- Sergeant Matthew Locke
- Born: 16 March 1974 Bellingen, New South Wales, Australia
- Died: 25 October 2007 (aged 33) Tarin Kowt, Orūzgān Province, Afghanistan
- Allegiance: Australia
- Branch: Australian Army
- Service years: 1991–2007
- Rank: Sergeant
- Unit: 5th/7th Battalion, Royal Australian Regiment Special Air Service Regiment
- Conflicts: War in Afghanistan Operation Spin Ghar; ;
- Awards: Medal for Gallantry

= Matthew Locke (soldier) =

Australian Medal for Gallantry holder

Matthew Raymond Locke, MG (16 March 1974 – 25 October 2007) was an Australian soldier and a recipient of the Medal for Gallantry, the third-highest award for wartime bravery in the Australian honours system. During Operation Spin Ghar, with his patrol entrusted with setting up an observation post in Tarin Kowt, Oruzgan province, Afghanistan, the patrol was compromised by militia after a 10-hour foot infiltration up the side of a mountain. Sergeant Locke led a two-man team to neutralise the anti-coalition militia in order to protect the patrol from being overrun, repeatedly exposing himself to intense rifle and machine-gun fire. He was awarded the medal in December 2006. Sergeant Locke was on patrol in October 2007 when he was fatally shot by small arms fire from militia.

== Early life ==
Matthew Locke was born on 16 March 1974 in Bellingen, New South Wales, to Norm and Jan Locke, the youngest of six children in a family of two sisters and four brothers. Locke left school at the age of 15 to work for two years in a sawmill, before enlisting in the army at the age of 17. He instantly developed a passion for soldiering. Two of his brothers had also served in the Australian Defence Force.

== Military career ==
Locke enlisted in the Australian Army on 11 June 1991. He completed Initial Recruit Training at Army Recruit Training Centre, Kapooka, New South Wales and commenced Initial Employment Training on 10 September 1991. Locke was posted to the 5th/7th Battalion, Royal Australian Regiment. He undertook further training while serving in the Royal Australian Infantry Corps, and completed various basic courses and became a Small Arms Coach. In November 1997, Locke completed the Special Air Service Regiment selection course and over the next two years completed 15 specialist programmes ranging from patrolling, demolitions, diving, parachuting, and medical. Locke was subsequently posted to 2 Squadron, Special Air Service Regiment (SASR). In 2004/2005 he was assigned as one of the bodyguards for Major General Jim Molan, who was then Deputy Chief of Staff for Operations in the new Headquarters Multinational Force in Iraq.

== Death ==
Locke was leading a six-man foot patrol in support of Operation Spin Gear clearance of the Chora Valley, as part of Task Force 66 (TF66). As his team was navigating through a river system, the patrol came under fire from insurgents, and he was hit by a single bullet from a PK machine gun. Locke was reported to have died instantly. Due to the green roles nature of the combat patrol, combat body armour was not worn for the mission. Body armour was seen as a hindrance for this particular mission, and due to its design and the location of the attacking force, would not have protected Locke. Locke was evacuated by helicopter, but efforts to revive him were unsuccessful.
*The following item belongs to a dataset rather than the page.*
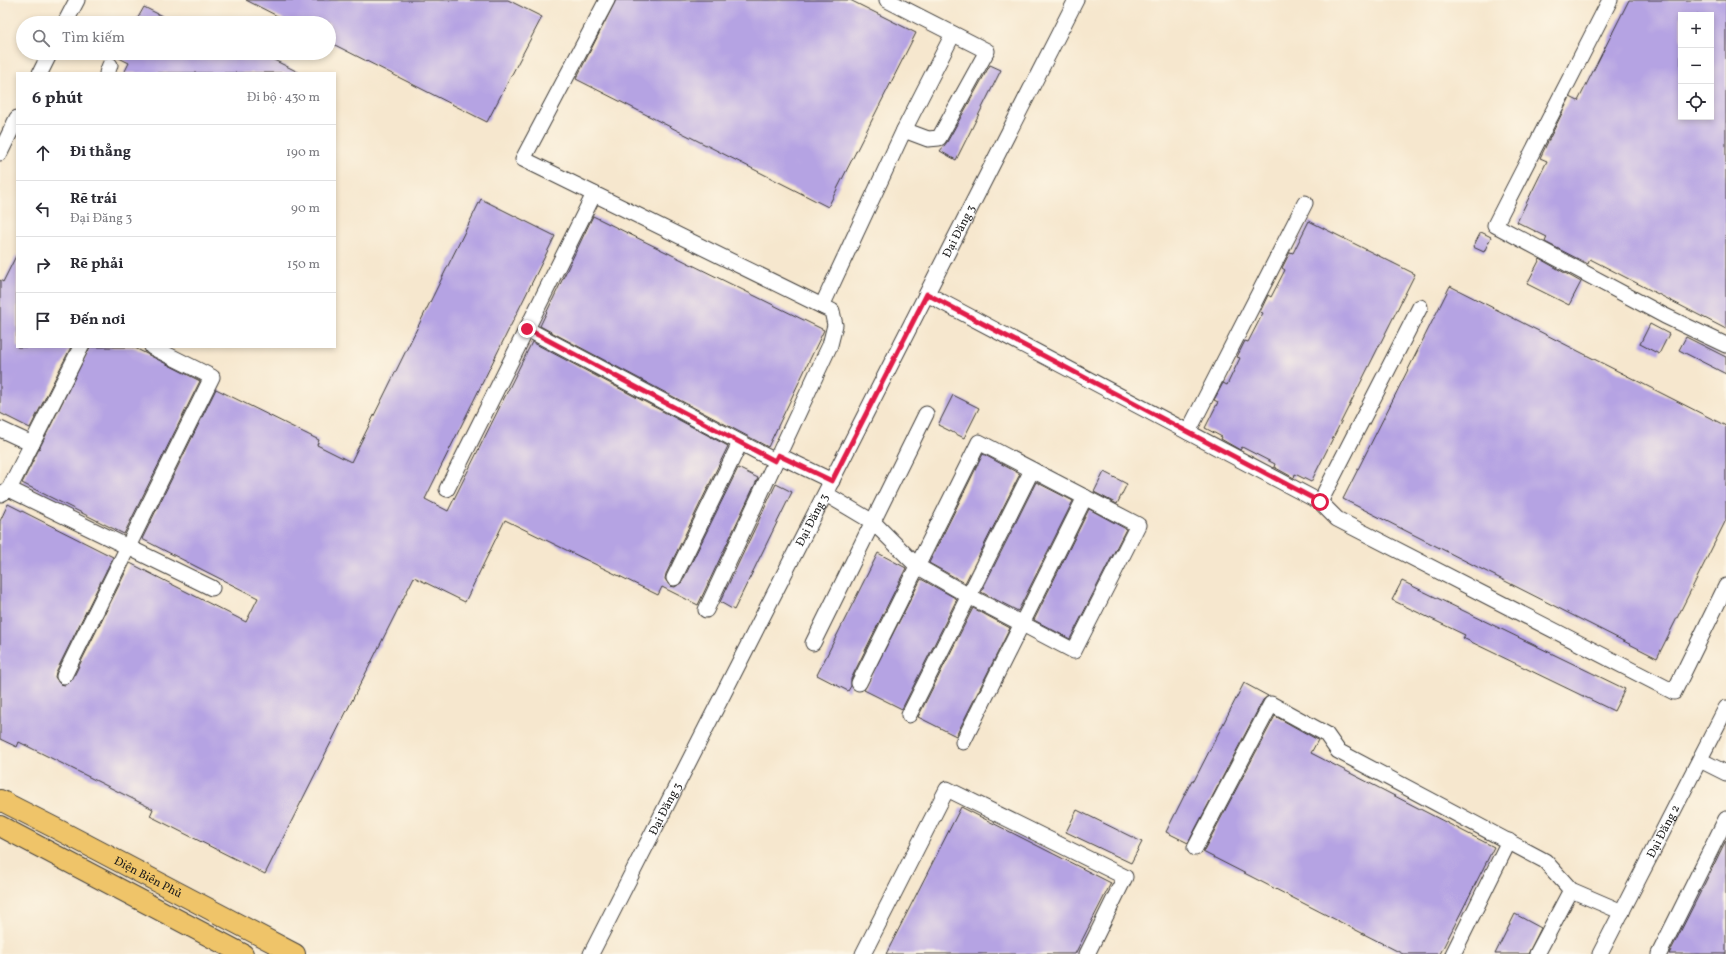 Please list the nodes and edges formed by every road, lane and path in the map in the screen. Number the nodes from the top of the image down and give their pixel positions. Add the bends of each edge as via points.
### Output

A memorial service was held in Perth, Western Australia. It was attended by Prime Minister John Howard and Opposition Leader Kevin Rudd, SASR personnel, and hundreds of mourners, including wife Leigh Locke and son Keegan. Matthew Locke was buried in the Karrakatta Cemetery.

== Honours and awards ==

Sergeant Locke was awarded:
| | the Medal for Gallantry, |
| | the Australian Active Service Medal, with the Iraq Clasp and the International Coalition Against Terrorism (ICAT) Clasp, |
| | the Afghanistan Campaign Medal, |
| | the Australian Defence Medal, |
| | the United Nations Medal with the United Nations Transitional Administration in East Timor Ribbon (UNTAET), |
| | the Infantry Combat Badge and |
| | the Returned from Active Service Badge. |

== Legacy ==
In 2009, a bridge named "Sgt Matthew Locke MG Bridge" was unveiled in the Bellingen Shire by Locke's son Keegan, just north of Raleigh, New South Wales; relatives and Special Operations Commander Australia Major General Tim McOwan were present at the unveiling.

Since the death of Locke, a rugby league charity match has been run every year in memory of him. The match is between the Bellingen Magpies and the Australian Army Rugby Team; funds raised from the charity event go towards Legacy Australia and The Grub Club.